Geçtiğimiz günlerde, rakibini adeta ezerek güven tazeleyen MHP Sarıçam İlçe Başkanı Mustafa Kızılelma ve ekibi, kendileri gibi kongreden güven tazeleyerek çıkan MHP Çukurova İlçe Başkanı Sertan Duran'ı ziyşaret ettiler.. Hayırlı olsun dilelğinde bulundular.. Aynı parti içerisinde de olsa güzel görüntüler bunlar.. İnşallah, partiler arasında da benzer güzelliklere tanıklık ederiz…
*
Yörük şölenlerine Yörük sanatçılar getirilmeli
Yaza gireceğimiz şu günlerde, "yörük şölenleri" hız kazandı.. Birbirir ardına, "Yörük Türkmen Şöleni" açıklamasıyla karşılaşıyoruz.. değişik gruplar ve dernekler kendi "Yörük Türkmen Şöleni'ni düzenliyorlar.. Tabii, belediyelerin desteğiyle… Bütün şölenlerde haliyle sanatçılar da var..

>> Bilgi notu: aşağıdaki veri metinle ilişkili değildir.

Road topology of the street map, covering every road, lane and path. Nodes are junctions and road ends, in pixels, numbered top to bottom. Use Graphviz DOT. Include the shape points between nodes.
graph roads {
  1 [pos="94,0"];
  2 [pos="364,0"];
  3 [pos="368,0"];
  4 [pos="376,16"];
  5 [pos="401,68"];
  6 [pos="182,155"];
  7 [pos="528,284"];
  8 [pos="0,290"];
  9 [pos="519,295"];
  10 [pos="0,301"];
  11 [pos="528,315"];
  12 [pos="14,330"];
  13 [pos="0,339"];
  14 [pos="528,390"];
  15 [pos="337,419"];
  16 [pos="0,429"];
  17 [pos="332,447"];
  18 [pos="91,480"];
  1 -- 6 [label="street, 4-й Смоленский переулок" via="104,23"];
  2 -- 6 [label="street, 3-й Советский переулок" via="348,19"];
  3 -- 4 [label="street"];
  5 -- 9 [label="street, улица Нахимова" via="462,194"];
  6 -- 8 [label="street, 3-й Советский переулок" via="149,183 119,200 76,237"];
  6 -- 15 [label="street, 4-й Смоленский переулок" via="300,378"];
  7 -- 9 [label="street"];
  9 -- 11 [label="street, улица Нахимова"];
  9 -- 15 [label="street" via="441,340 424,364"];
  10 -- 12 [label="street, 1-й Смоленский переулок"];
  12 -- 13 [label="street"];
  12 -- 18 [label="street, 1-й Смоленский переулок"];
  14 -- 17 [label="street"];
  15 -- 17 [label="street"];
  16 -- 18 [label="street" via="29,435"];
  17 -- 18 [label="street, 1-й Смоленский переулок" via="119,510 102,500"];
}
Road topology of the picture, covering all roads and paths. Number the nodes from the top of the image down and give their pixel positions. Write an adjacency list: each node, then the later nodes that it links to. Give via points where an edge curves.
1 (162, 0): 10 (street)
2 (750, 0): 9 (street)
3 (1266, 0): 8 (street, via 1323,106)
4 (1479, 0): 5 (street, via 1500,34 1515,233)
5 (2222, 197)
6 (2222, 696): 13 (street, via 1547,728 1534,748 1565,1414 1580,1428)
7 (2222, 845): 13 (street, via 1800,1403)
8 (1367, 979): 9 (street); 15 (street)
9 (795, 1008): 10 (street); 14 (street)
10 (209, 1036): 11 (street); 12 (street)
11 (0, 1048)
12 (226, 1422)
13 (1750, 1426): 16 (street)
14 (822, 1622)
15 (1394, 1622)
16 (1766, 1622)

Konserler de yapılıyor.. Bencea, bu tür "Yörük Türkmen" şenliklerinde "Yörük" sanatçılar konser vermeli.. Geçenlerde Karaisalı'da etkinlikte olduğu gibi..
O etkinlikle, Mersin'in Aydınköyü'nde, halis muhlis yörük kızı Ayşe Dinçer sahne almıştı.. Bir yörük kızı olarak yörüklerle frekansı çok iyi uyuştuğu için, konser alanını dolduranları coşturmuştu.. Bundan sonraki "Yörük Türkmen" şenliklerinde de Yörük kızları, yörük delikanlıları sahne almalılar..
Düzenleyenler, yörük sanatçıları davet etmeliler.. Ayşe Dinçer gibi.. Yörük kızı Fatoş Kadıoğlu gibi.. Yörük kızı Ümmü Erbil gibi… unutmayın, yörük şölenleri, yörük sanatçılarla daha da anlam kazanır...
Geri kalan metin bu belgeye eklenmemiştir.